I hear that! Great to see so many people appreciate the longer focal lengths

David Pavlich's picture

There is a terrific place here in Winnipeg, Ft. Whyte Alive, that has several lakes that during the Fall migration, the water birds make a stopover at the lakes. There are thousands of birds that arrive at Sunset. This year, I managed to get there the day we had a gorgeous Sunset. Had I been using a 'landscape lens', the birds would have looked like specs in the shot. As it is, I had a 100-400 and the birds backlit by the Sunset made for some pretty neat shots.

James Madison's picture

Wow, that sounds like quite an experience... Glad to hear the telephoto lens came through!

David Pavlich's picture

I went last year, but it was gray, dreary day. We really got lucky with the Sunset.

Scott Mason's picture

I find that even my turdy Manfrotto tripod head can dip under the weight of my telephoto lens.

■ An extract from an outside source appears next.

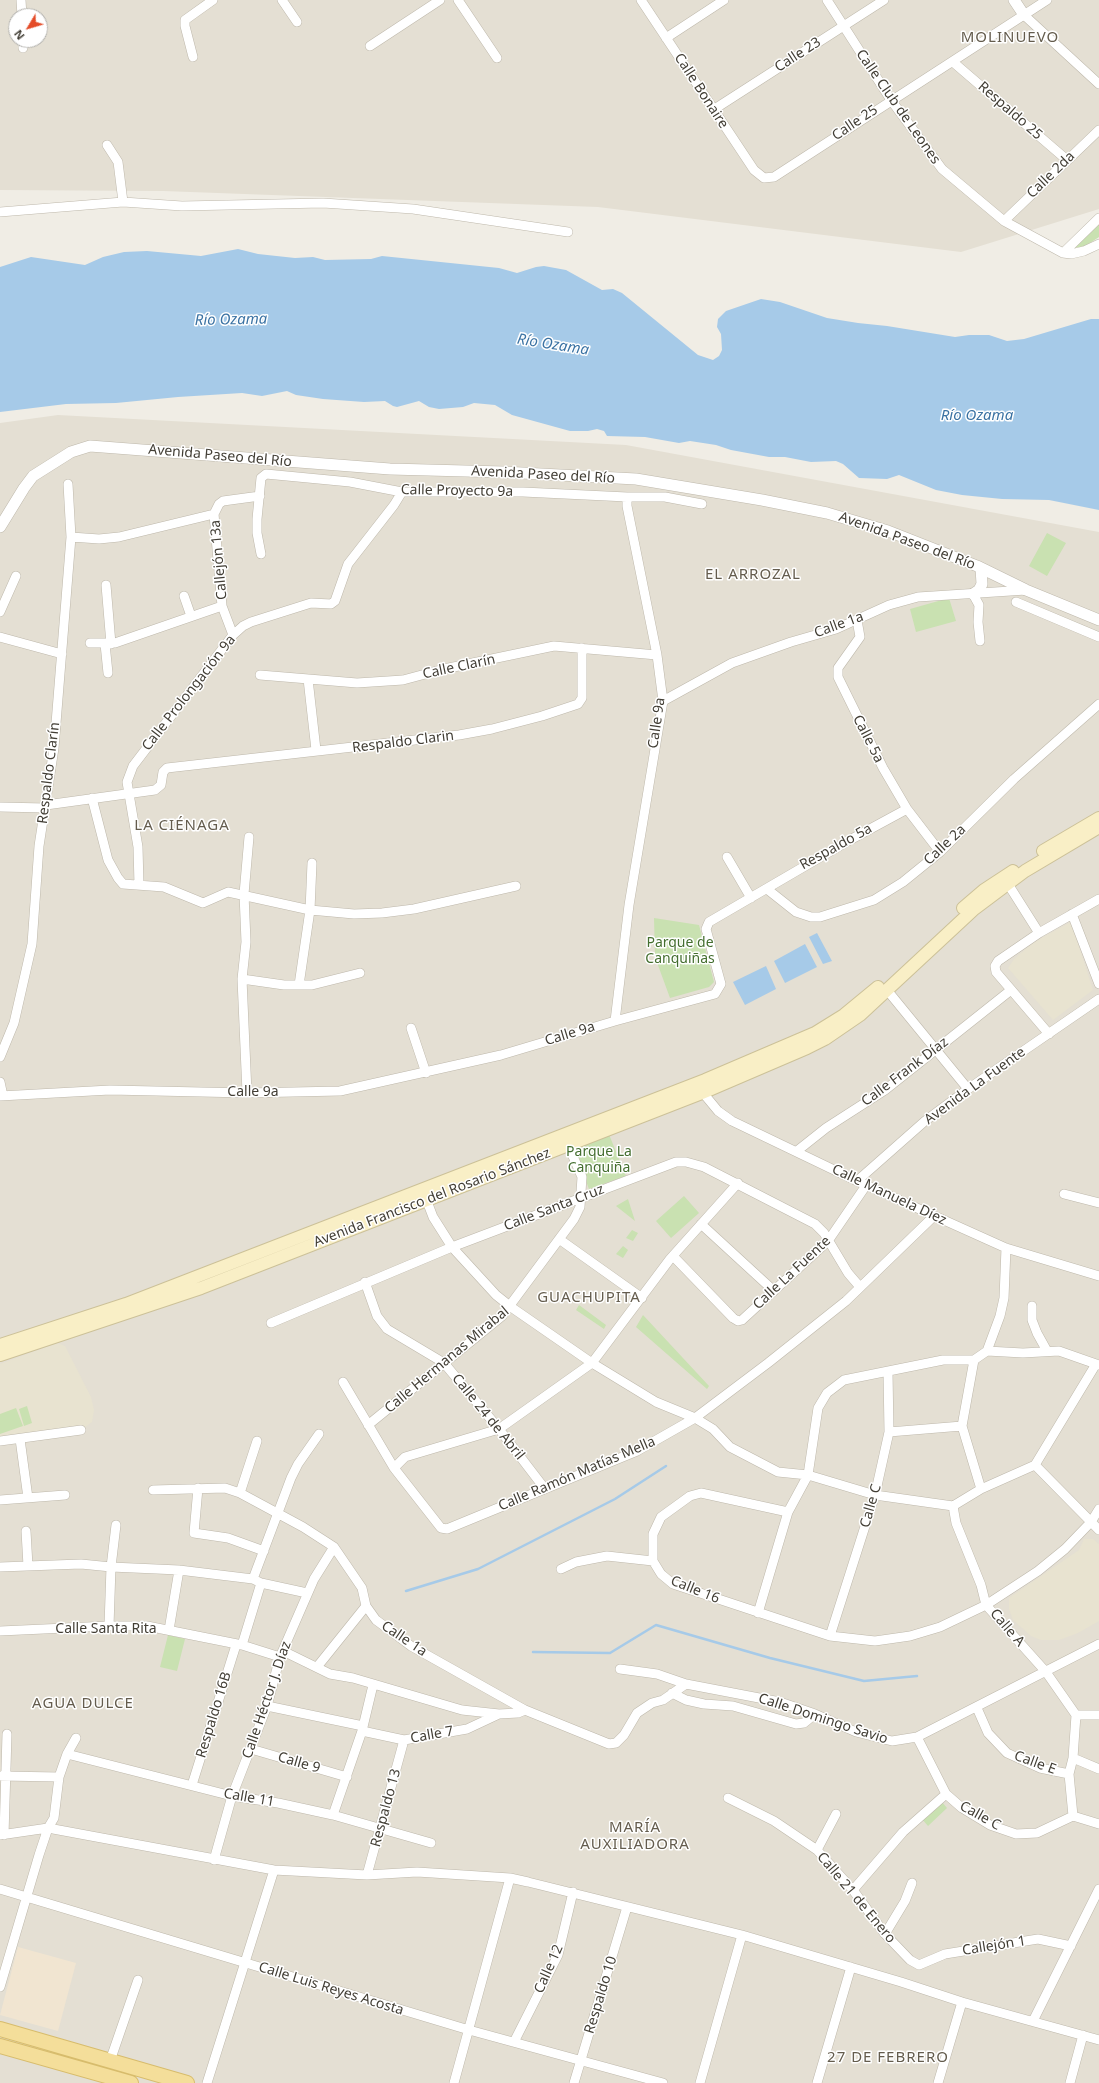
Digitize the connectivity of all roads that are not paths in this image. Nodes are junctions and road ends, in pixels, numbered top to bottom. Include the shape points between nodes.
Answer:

Any tips for avoiding that?

James Madison's picture

Do you have tripod collar for the lens or any bracket for helping balance the camera/lens setup?

Scott Mason's picture

Nope. That's my problem! Thanks for the reminder to put one on my wish list. :)

Matt Williams's picture

What head? Are you mounting with the camera or a lens collar? The Manfrotto Hydrostatic heads are incredible. I've never been able to make one droop. I can't say that about a lot of ball heads (Arca Swiss p0 and quite a few of the Gitzos are excellent too).

I've used the Hydrostatic head with a Pentax 645z and FA 80-160 lens, which is like 9 lbs total, no droop at all. If you're experiencing droop, I'd recommend either a better head or using a collar to move the center of gravity nearer to the head.

Scott Mason's picture

I believe my used zoom lens came sans collar. Gotta find the right one!

Rhonald Rose's picture

That depends; if you want to capture the grandeur, then wide angle (or ultra wide - depending on the scene) with a compelling composition is the way to go.

If you want minimalism and more of a certain story, focused on a certain area within the wider composition, then Telephoto will do (additionally if the location is not accessible or you are lazy).

I'd say, shoot with both. If the location can be visited multiple times or carrying additional telephoto/wide angle is not an issue, then alternate. Otherwise, judge the purpose, constraints and carry the right one.

James Madison's picture

There's a proper tool for every job. Personally, I've rarely found a use for my ultra wide outside of astrophotography. There's something about a telephoto's ability to be an impressive structure look imposing. The scale of things on an ultra wide almost always makes things too small for my taste. That said, I almost always keep one on me just in case!

Hal Moran's picture

I shoot landscapes with one of two lens, my Canon 17-40 or 70-200 IS L series. I probably have as many with the 70-200 as with the wide angle tele. The question is - which one gives me the best composition I'm seeing. Those variables may include distance, DOF, image compression, etc. you don't have to break the bank to have a wide tele and a mid tele. I think sometimes we just get lazy in shooting when selecting a lens versus moving around the scene, if possible, to find the best perspective, then let that decide which lens to use.

Timothy Gasper's picture

I've been using telephoto lenses for landscapes all these decades and haven't given it a second thought. I was (am) under the presumption that well-informed/trained photographers know which lenses to use for which situations and that telephotos are definitely on the useable list for landscapes. I thought that was a gimme. Shows what I know.